Here’s our third code sample

const props = ['prop1','prop2','prop3']
let prop3 = props.pop()
console.log(foo[prop3])

Although props is declared as a const, in javascript const only ensures that the variable reference remains constant. Our props variable will always point at the same array, but that array might have new values added to it. Because the contents of the array might change, TypeScript’s compiler can’t guarantee the values from this array are keys of Foo, so it won’t compile the program.

Humans vs. Computers

If we look at this program as a human

const props = ['prop1','prop2','prop3']
let prop3 = props.pop()
console.log(foo[prop3])

We can say (given the current rules of javascript) that the prop3 variable will have a key of the Foo class

class Foo {
    prop1 = 'foo'
    prop2 = 'baz'
    prop3 = 'bar'
}

//...

/* A. */ const props = ['prop1','prop2','prop3']
/* B. */ const prop3 = props.pop()
/* C. */ console.log(foo[prop3])

We see the array declared in one line, we see prop3 declared in the next, and then we see the access. Javascript and TypeScript aren’t threaded environments — there’s nothing that can come along and change the value of props between that line A and line B. As a human, it’s easy to look at this code and say “yeah, that’s cool”.
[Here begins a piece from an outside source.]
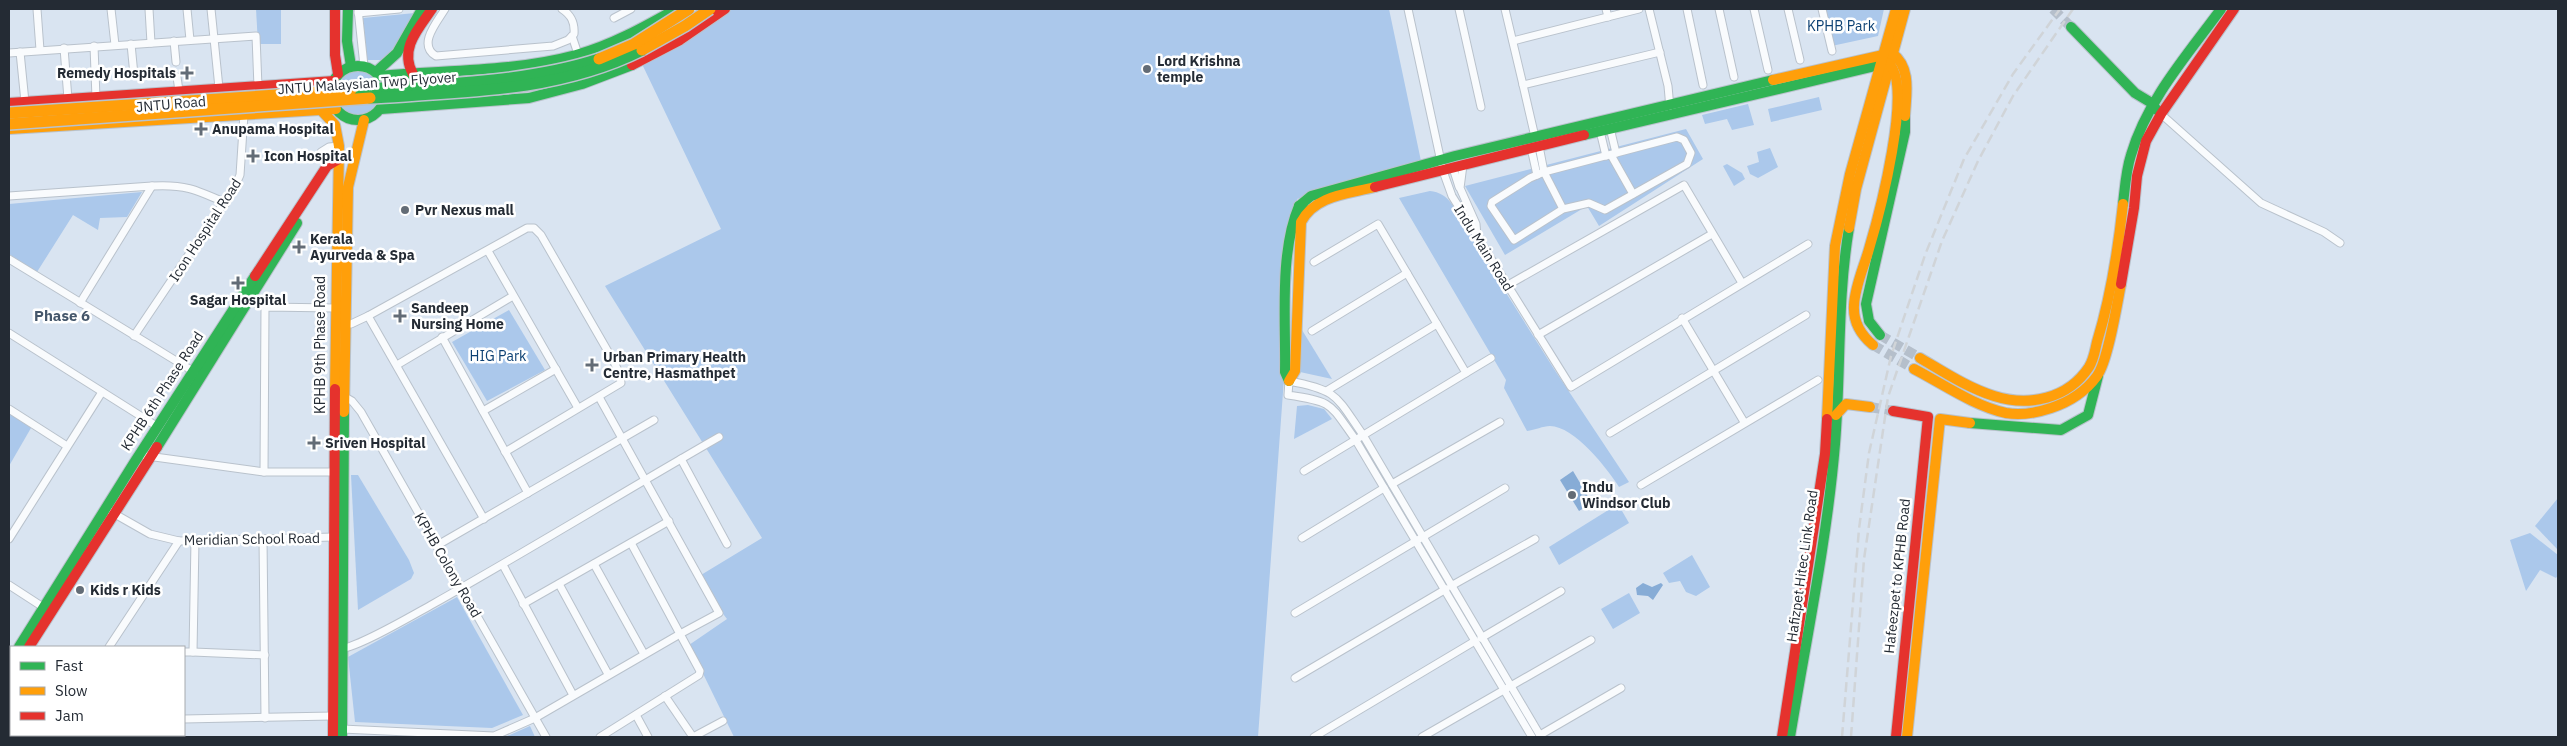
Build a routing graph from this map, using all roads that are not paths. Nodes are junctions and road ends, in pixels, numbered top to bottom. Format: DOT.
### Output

For the compiler though, that’s less easy. All it has to rely on is the types involved. Since the compiler can’t reason about the program itself, it has to reject anything that might be a problem.

Typed Meta Programming is a Complicated Profession

There were two solutions in the answer — both introduced me to TypeScript features I wasn’t aware of.

The first was using a feature called const assertions.

const props = ['prop1','prop2','prop3'] as const
const prop3 = props[props.length-1]
console.log(foo[prop3])

Syntactically this looks redundant — a const as a — const? What does that even mean?

The trailing as const makes the value of props constant. In other words, the first const makes sure the props variable can’t be reassigned. The second as const makes sure that values can’t be added or removed from the array — that’s why we needed to replace our pop() with some code to access the last array element, (props[props.length-1])

With as const in place, the TypeScript compiler knows that props will only ever contain 'prop1','prop2','prop3', which are all keys of the Foo type/class.

The second solution is, instead of using an array of strings — we use an array
of “keyof Foo” values.

const props:(keyof Foo)[] = ['prop1','prop2','prop3']
const prop3 = props.pop()
console.log(foo[prop3])

There’s a lot going on in this one. First, we’ve given our array a type. An array of strings would look like this

const props:string[] = ['prop1','prop2','prop3']

The :string[] indicating that the variable should be an array ([]) of strings (string).

However, what we’ve done in the prior code snippet is create an array of “keys of the Foo Class”, via the keyof Foo syntax

... props:(keyof Foo)[] = ...

What this means is we can add anything to the props array, so long as that thing is a key of the Foo class/type. The TypeScript manual has more on this keyof type although be warned, you’re heading into the deep end of generics and advanced types.

It’s interesting how much effort has been put into keeping TypeScript as dynamic as javascript, while still offering type safety. I have no idea if this tradeoff is worth it — so far I’ve had to spend a lot of time with rewiring my own assumptions and learning all the corner cases of the type system just to get basic things done.